● Assignment: Each line of the material is to be written out exactly.

· · · · ·

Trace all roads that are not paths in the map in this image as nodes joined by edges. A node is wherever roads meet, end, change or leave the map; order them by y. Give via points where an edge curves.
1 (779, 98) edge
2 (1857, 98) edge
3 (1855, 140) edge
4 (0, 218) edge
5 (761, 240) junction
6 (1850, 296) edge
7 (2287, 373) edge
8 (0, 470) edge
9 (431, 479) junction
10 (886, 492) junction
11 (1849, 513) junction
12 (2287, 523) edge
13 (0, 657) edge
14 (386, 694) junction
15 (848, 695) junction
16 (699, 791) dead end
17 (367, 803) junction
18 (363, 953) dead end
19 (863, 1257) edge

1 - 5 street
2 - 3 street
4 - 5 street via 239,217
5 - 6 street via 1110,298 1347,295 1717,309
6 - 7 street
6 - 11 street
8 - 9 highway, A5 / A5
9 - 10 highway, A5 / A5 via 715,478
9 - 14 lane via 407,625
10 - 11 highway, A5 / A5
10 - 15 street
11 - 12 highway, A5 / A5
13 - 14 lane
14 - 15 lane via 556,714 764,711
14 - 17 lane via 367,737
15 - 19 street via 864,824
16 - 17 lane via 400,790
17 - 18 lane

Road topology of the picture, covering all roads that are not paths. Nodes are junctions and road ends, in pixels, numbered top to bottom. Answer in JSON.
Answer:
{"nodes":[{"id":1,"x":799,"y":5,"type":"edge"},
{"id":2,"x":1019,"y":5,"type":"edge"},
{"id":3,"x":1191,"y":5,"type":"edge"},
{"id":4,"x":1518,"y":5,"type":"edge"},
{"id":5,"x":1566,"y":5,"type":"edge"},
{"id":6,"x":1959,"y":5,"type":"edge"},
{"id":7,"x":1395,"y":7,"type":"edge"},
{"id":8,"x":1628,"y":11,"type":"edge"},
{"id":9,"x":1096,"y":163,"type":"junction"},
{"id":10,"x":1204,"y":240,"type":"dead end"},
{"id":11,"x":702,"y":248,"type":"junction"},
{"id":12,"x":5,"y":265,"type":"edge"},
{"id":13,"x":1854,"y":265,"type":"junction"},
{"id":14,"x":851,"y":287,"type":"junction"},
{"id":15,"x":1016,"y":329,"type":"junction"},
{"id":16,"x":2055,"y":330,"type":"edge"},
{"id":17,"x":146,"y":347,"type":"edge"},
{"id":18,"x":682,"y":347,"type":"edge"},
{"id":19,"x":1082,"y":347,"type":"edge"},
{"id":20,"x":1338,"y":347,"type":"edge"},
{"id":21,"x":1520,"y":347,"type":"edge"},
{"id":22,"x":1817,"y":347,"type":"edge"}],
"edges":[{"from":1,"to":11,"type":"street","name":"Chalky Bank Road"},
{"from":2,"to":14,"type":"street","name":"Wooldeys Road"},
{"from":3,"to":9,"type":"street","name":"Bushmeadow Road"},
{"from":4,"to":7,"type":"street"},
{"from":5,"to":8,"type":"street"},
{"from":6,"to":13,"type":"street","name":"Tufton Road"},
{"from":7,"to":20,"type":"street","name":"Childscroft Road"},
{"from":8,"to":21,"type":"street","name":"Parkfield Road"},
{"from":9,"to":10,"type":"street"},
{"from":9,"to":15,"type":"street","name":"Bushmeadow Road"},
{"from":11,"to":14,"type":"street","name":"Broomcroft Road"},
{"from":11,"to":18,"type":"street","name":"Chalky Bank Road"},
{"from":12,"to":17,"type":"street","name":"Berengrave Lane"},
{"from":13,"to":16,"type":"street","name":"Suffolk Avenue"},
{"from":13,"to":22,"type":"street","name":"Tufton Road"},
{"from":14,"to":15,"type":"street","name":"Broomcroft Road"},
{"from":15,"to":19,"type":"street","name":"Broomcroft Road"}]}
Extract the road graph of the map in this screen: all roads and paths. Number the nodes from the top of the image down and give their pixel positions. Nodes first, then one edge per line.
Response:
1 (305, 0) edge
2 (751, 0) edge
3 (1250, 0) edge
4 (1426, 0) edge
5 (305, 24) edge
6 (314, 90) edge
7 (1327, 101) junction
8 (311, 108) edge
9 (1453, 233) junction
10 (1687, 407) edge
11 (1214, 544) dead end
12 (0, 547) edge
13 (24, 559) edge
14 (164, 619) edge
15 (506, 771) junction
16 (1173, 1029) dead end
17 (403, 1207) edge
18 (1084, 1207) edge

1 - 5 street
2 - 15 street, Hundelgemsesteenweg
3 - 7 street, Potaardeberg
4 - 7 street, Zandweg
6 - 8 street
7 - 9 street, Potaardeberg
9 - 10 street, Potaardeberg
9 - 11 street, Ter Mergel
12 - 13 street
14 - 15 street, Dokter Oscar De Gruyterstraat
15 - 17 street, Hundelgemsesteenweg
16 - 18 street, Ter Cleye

· · · · ·

● Output of the task:
Trace all roads that are not paths in the map in this image as nodes joined by edges. A node is wherever roads meet, end, change or leave the map; order them by y. Give via points where an edge curves.
1 (779, 98) edge
2 (1857, 98) edge
3 (1855, 140) edge
4 (0, 218) edge
5 (761, 240) junction
6 (1850, 296) edge
7 (2287, 373) edge
8 (0, 470) edge
9 (431, 479) junction
10 (886, 492) junction
11 (1849, 513) junction
12 (2287, 523) edge
13 (0, 657) edge
14 (386, 694) junction
15 (848, 695) junction
16 (699, 791) dead end
17 (367, 803) junction
18 (363, 953) dead end
19 (863, 1257) edge

1 - 5 street
2 - 3 street
4 - 5 street via 239,217
5 - 6 street via 1110,298 1347,295 1717,309
6 - 7 street
6 - 11 street
8 - 9 highway, A5 / A5
9 - 10 highway, A5 / A5 via 715,478
9 - 14 lane via 407,625
10 - 11 highway, A5 / A5
10 - 15 street
11 - 12 highway, A5 / A5
13 - 14 lane
14 - 15 lane via 556,714 764,711
14 - 17 lane via 367,737
15 - 19 street via 864,824
16 - 17 lane via 400,790
17 - 18 lane

Road topology of the picture, covering all roads that are not paths. Nodes are junctions and road ends, in pixels, numbered top to bottom. Answer in JSON.
Answer:
{"nodes":[{"id":1,"x":799,"y":5,"type":"edge"},
{"id":2,"x":1019,"y":5,"type":"edge"},
{"id":3,"x":1191,"y":5,"type":"edge"},
{"id":4,"x":1518,"y":5,"type":"edge"},
{"id":5,"x":1566,"y":5,"type":"edge"},
{"id":6,"x":1959,"y":5,"type":"edge"},
{"id":7,"x":1395,"y":7,"type":"edge"},
{"id":8,"x":1628,"y":11,"type":"edge"},
{"id":9,"x":1096,"y":163,"type":"junction"},
{"id":10,"x":1204,"y":240,"type":"dead end"},
{"id":11,"x":702,"y":248,"type":"junction"},
{"id":12,"x":5,"y":265,"type":"edge"},
{"id":13,"x":1854,"y":265,"type":"junction"},
{"id":14,"x":851,"y":287,"type":"junction"},
{"id":15,"x":1016,"y":329,"type":"junction"},
{"id":16,"x":2055,"y":330,"type":"edge"},
{"id":17,"x":146,"y":347,"type":"edge"},
{"id":18,"x":682,"y":347,"type":"edge"},
{"id":19,"x":1082,"y":347,"type":"edge"},
{"id":20,"x":1338,"y":347,"type":"edge"},
{"id":21,"x":1520,"y":347,"type":"edge"},
{"id":22,"x":1817,"y":347,"type":"edge"}],
"edges":[{"from":1,"to":11,"type":"street","name":"Chalky Bank Road"},
{"from":2,"to":14,"type":"street","name":"Wooldeys Road"},
{"from":3,"to":9,"type":"street","name":"Bushmeadow Road"},
{"from":4,"to":7,"type":"street"},
{"from":5,"to":8,"type":"street"},
{"from":6,"to":13,"type":"street","name":"Tufton Road"},
{"from":7,"to":20,"type":"street","name":"Childscroft Road"},
{"from":8,"to":21,"type":"street","name":"Parkfield Road"},
{"from":9,"to":10,"type":"street"},
{"from":9,"to":15,"type":"street","name":"Bushmeadow Road"},
{"from":11,"to":14,"type":"street","name":"Broomcroft Road"},
{"from":11,"to":18,"type":"street","name":"Chalky Bank Road"},
{"from":12,"to":17,"type":"street","name":"Berengrave Lane"},
{"from":13,"to":16,"type":"street","name":"Suffolk Avenue"},
{"from":13,"to":22,"type":"street","name":"Tufton Road"},
{"from":14,"to":15,"type":"street","name":"Broomcroft Road"},
{"from":15,"to":19,"type":"street","name":"Broomcroft Road"}]}
Extract the road graph of the map in this screen: all roads and paths. Number the nodes from the top of the image down and give their pixel positions. Nodes first, then one edge per line.
Response:
1 (305, 0) edge
2 (751, 0) edge
3 (1250, 0) edge
4 (1426, 0) edge
5 (305, 24) edge
6 (314, 90) edge
7 (1327, 101) junction
8 (311, 108) edge
9 (1453, 233) junction
10 (1687, 407) edge
11 (1214, 544) dead end
12 (0, 547) edge
13 (24, 559) edge
14 (164, 619) edge
15 (506, 771) junction
16 (1173, 1029) dead end
17 (403, 1207) edge
18 (1084, 1207) edge

1 - 5 street
2 - 15 street, Hundelgemsesteenweg
3 - 7 street, Potaardeberg
4 - 7 street, Zandweg
6 - 8 street
7 - 9 street, Potaardeberg
9 - 10 street, Potaardeberg
9 - 11 street, Ter Mergel
12 - 13 street
14 - 15 street, Dokter Oscar De Gruyterstraat
15 - 17 street, Hundelgemsesteenweg
16 - 18 street, Ter Cleye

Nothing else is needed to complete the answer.